- To do: Would you please repeat the material exactly, from the first line to the last?

** Excerpted records follows **

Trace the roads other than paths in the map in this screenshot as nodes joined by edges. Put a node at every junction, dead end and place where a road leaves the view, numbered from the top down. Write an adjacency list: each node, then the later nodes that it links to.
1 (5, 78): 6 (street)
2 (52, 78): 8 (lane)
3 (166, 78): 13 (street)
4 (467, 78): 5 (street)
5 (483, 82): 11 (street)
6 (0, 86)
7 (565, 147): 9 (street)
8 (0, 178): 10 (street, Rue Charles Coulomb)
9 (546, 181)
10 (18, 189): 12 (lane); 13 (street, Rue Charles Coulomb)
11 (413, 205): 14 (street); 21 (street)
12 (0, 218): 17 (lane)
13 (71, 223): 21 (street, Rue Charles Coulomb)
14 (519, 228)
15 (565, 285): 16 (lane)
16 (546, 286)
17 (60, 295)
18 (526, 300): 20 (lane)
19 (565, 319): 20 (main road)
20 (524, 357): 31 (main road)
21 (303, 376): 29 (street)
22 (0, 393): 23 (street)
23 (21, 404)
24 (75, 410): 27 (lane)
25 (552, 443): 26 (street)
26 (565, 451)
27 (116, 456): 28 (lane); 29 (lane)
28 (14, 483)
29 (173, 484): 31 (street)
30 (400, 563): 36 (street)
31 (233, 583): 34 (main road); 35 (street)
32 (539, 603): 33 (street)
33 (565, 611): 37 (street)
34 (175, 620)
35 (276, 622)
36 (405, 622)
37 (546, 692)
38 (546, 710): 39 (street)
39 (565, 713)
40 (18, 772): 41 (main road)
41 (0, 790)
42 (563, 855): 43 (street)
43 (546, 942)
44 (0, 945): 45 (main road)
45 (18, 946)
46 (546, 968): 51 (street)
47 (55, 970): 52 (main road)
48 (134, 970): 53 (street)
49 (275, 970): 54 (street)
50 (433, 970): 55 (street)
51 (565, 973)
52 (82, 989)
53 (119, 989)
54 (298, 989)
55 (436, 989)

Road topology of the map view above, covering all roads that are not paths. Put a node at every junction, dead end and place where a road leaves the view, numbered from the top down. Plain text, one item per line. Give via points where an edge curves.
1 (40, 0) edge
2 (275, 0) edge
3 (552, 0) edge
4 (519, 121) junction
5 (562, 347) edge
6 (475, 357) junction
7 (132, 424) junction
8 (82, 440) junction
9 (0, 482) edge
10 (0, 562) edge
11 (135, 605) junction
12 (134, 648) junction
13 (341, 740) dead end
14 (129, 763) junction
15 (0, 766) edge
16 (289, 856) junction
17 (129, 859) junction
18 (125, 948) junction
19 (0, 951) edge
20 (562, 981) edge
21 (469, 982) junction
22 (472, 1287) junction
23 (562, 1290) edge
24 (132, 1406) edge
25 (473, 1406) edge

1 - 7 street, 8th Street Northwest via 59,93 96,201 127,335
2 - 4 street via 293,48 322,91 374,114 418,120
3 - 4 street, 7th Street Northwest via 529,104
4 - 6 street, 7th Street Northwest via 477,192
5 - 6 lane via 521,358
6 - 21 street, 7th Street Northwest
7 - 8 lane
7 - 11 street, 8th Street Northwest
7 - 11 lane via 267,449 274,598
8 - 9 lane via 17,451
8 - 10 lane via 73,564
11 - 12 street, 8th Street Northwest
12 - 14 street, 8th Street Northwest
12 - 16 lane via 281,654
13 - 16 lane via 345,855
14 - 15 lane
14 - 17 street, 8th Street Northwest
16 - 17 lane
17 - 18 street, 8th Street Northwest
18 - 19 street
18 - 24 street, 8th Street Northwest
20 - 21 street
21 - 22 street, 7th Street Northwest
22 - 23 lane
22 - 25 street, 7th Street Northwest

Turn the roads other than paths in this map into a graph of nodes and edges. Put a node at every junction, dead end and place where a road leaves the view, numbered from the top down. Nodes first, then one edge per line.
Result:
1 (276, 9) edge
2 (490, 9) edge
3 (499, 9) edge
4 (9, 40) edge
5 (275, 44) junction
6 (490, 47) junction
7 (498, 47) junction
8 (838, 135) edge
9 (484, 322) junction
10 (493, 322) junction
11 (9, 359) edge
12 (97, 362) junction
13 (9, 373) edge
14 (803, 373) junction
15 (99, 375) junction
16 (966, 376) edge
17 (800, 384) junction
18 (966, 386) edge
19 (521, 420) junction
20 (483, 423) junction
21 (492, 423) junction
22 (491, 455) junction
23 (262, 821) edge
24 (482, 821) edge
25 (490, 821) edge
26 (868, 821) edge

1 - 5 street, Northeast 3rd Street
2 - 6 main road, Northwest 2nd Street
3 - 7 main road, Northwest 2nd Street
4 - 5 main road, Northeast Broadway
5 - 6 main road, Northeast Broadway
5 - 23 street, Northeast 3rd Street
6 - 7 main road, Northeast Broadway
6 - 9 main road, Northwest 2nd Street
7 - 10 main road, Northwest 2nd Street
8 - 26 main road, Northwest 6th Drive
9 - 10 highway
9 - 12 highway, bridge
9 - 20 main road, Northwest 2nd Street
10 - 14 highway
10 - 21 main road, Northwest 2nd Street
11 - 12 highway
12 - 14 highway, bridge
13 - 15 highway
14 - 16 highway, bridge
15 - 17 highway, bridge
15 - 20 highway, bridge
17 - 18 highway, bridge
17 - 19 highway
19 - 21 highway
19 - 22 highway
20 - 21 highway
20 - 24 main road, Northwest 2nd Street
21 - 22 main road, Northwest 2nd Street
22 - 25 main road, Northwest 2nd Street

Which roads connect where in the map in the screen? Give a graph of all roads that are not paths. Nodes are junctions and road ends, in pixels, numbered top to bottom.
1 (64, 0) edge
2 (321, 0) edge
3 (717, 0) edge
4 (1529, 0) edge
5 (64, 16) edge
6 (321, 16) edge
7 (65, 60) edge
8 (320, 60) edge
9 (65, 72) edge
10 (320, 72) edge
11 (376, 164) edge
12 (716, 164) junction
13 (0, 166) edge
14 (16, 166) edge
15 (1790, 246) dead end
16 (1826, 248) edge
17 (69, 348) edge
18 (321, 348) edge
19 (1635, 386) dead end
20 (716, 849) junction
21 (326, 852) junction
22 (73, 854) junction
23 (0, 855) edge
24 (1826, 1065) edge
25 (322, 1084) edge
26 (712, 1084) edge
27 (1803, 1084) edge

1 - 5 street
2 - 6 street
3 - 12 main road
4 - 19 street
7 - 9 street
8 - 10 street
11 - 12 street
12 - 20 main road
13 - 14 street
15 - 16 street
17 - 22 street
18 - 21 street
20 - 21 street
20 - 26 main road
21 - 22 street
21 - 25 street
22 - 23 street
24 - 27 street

** End of Excerpted records **

- Output for this exercise:
Trace the roads other than paths in the map in this screenshot as nodes joined by edges. Put a node at every junction, dead end and place where a road leaves the view, numbered from the top down. Write an adjacency list: each node, then the later nodes that it links to.
1 (5, 78): 6 (street)
2 (52, 78): 8 (lane)
3 (166, 78): 13 (street)
4 (467, 78): 5 (street)
5 (483, 82): 11 (street)
6 (0, 86)
7 (565, 147): 9 (street)
8 (0, 178): 10 (street, Rue Charles Coulomb)
9 (546, 181)
10 (18, 189): 12 (lane); 13 (street, Rue Charles Coulomb)
11 (413, 205): 14 (street); 21 (street)
12 (0, 218): 17 (lane)
13 (71, 223): 21 (street, Rue Charles Coulomb)
14 (519, 228)
15 (565, 285): 16 (lane)
16 (546, 286)
17 (60, 295)
18 (526, 300): 20 (lane)
19 (565, 319): 20 (main road)
20 (524, 357): 31 (main road)
21 (303, 376): 29 (street)
22 (0, 393): 23 (street)
23 (21, 404)
24 (75, 410): 27 (lane)
25 (552, 443): 26 (street)
26 (565, 451)
27 (116, 456): 28 (lane); 29 (lane)
28 (14, 483)
29 (173, 484): 31 (street)
30 (400, 563): 36 (street)
31 (233, 583): 34 (main road); 35 (street)
32 (539, 603): 33 (street)
33 (565, 611): 37 (street)
34 (175, 620)
35 (276, 622)
36 (405, 622)
37 (546, 692)
38 (546, 710): 39 (street)
39 (565, 713)
40 (18, 772): 41 (main road)
41 (0, 790)
42 (563, 855): 43 (street)
43 (546, 942)
44 (0, 945): 45 (main road)
45 (18, 946)
46 (546, 968): 51 (street)
47 (55, 970): 52 (main road)
48 (134, 970): 53 (street)
49 (275, 970): 54 (street)
50 (433, 970): 55 (street)
51 (565, 973)
52 (82, 989)
53 (119, 989)
54 (298, 989)
55 (436, 989)

Road topology of the map view above, covering all roads that are not paths. Put a node at every junction, dead end and place where a road leaves the view, numbered from the top down. Plain text, one item per line. Give via points where an edge curves.
1 (40, 0) edge
2 (275, 0) edge
3 (552, 0) edge
4 (519, 121) junction
5 (562, 347) edge
6 (475, 357) junction
7 (132, 424) junction
8 (82, 440) junction
9 (0, 482) edge
10 (0, 562) edge
11 (135, 605) junction
12 (134, 648) junction
13 (341, 740) dead end
14 (129, 763) junction
15 (0, 766) edge
16 (289, 856) junction
17 (129, 859) junction
18 (125, 948) junction
19 (0, 951) edge
20 (562, 981) edge
21 (469, 982) junction
22 (472, 1287) junction
23 (562, 1290) edge
24 (132, 1406) edge
25 (473, 1406) edge

1 - 7 street, 8th Street Northwest via 59,93 96,201 127,335
2 - 4 street via 293,48 322,91 374,114 418,120
3 - 4 street, 7th Street Northwest via 529,104
4 - 6 street, 7th Street Northwest via 477,192
5 - 6 lane via 521,358
6 - 21 street, 7th Street Northwest
7 - 8 lane
7 - 11 street, 8th Street Northwest
7 - 11 lane via 267,449 274,598
8 - 9 lane via 17,451
8 - 10 lane via 73,564
11 - 12 street, 8th Street Northwest
12 - 14 street, 8th Street Northwest
12 - 16 lane via 281,654
13 - 16 lane via 345,855
14 - 15 lane
14 - 17 street, 8th Street Northwest
16 - 17 lane
17 - 18 street, 8th Street Northwest
18 - 19 street
18 - 24 street, 8th Street Northwest
20 - 21 street
21 - 22 street, 7th Street Northwest
22 - 23 lane
22 - 25 street, 7th Street Northwest

Turn the roads other than paths in this map into a graph of nodes and edges. Put a node at every junction, dead end and place where a road leaves the view, numbered from the top down. Nodes first, then one edge per line.
Result:
1 (276, 9) edge
2 (490, 9) edge
3 (499, 9) edge
4 (9, 40) edge
5 (275, 44) junction
6 (490, 47) junction
7 (498, 47) junction
8 (838, 135) edge
9 (484, 322) junction
10 (493, 322) junction
11 (9, 359) edge
12 (97, 362) junction
13 (9, 373) edge
14 (803, 373) junction
15 (99, 375) junction
16 (966, 376) edge
17 (800, 384) junction
18 (966, 386) edge
19 (521, 420) junction
20 (483, 423) junction
21 (492, 423) junction
22 (491, 455) junction
23 (262, 821) edge
24 (482, 821) edge
25 (490, 821) edge
26 (868, 821) edge

1 - 5 street, Northeast 3rd Street
2 - 6 main road, Northwest 2nd Street
3 - 7 main road, Northwest 2nd Street
4 - 5 main road, Northeast Broadway
5 - 6 main road, Northeast Broadway
5 - 23 street, Northeast 3rd Street
6 - 7 main road, Northeast Broadway
6 - 9 main road, Northwest 2nd Street
7 - 10 main road, Northwest 2nd Street
8 - 26 main road, Northwest 6th Drive
9 - 10 highway
9 - 12 highway, bridge
9 - 20 main road, Northwest 2nd Street
10 - 14 highway
10 - 21 main road, Northwest 2nd Street
11 - 12 highway
12 - 14 highway, bridge
13 - 15 highway
14 - 16 highway, bridge
15 - 17 highway, bridge
15 - 20 highway, bridge
17 - 18 highway, bridge
17 - 19 highway
19 - 21 highway
19 - 22 highway
20 - 21 highway
20 - 24 main road, Northwest 2nd Street
21 - 22 main road, Northwest 2nd Street
22 - 25 main road, Northwest 2nd Street

Which roads connect where in the map in the screen? Give a graph of all roads that are not paths. Nodes are junctions and road ends, in pixels, numbered top to bottom.
1 (64, 0) edge
2 (321, 0) edge
3 (717, 0) edge
4 (1529, 0) edge
5 (64, 16) edge
6 (321, 16) edge
7 (65, 60) edge
8 (320, 60) edge
9 (65, 72) edge
10 (320, 72) edge
11 (376, 164) edge
12 (716, 164) junction
13 (0, 166) edge
14 (16, 166) edge
15 (1790, 246) dead end
16 (1826, 248) edge
17 (69, 348) edge
18 (321, 348) edge
19 (1635, 386) dead end
20 (716, 849) junction
21 (326, 852) junction
22 (73, 854) junction
23 (0, 855) edge
24 (1826, 1065) edge
25 (322, 1084) edge
26 (712, 1084) edge
27 (1803, 1084) edge

1 - 5 street
2 - 6 street
3 - 12 main road
4 - 19 street
7 - 9 street
8 - 10 street
11 - 12 street
12 - 20 main road
13 - 14 street
15 - 16 street
17 - 22 street
18 - 21 street
20 - 21 street
20 - 26 main road
21 - 22 street
21 - 25 street
22 - 23 street
24 - 27 street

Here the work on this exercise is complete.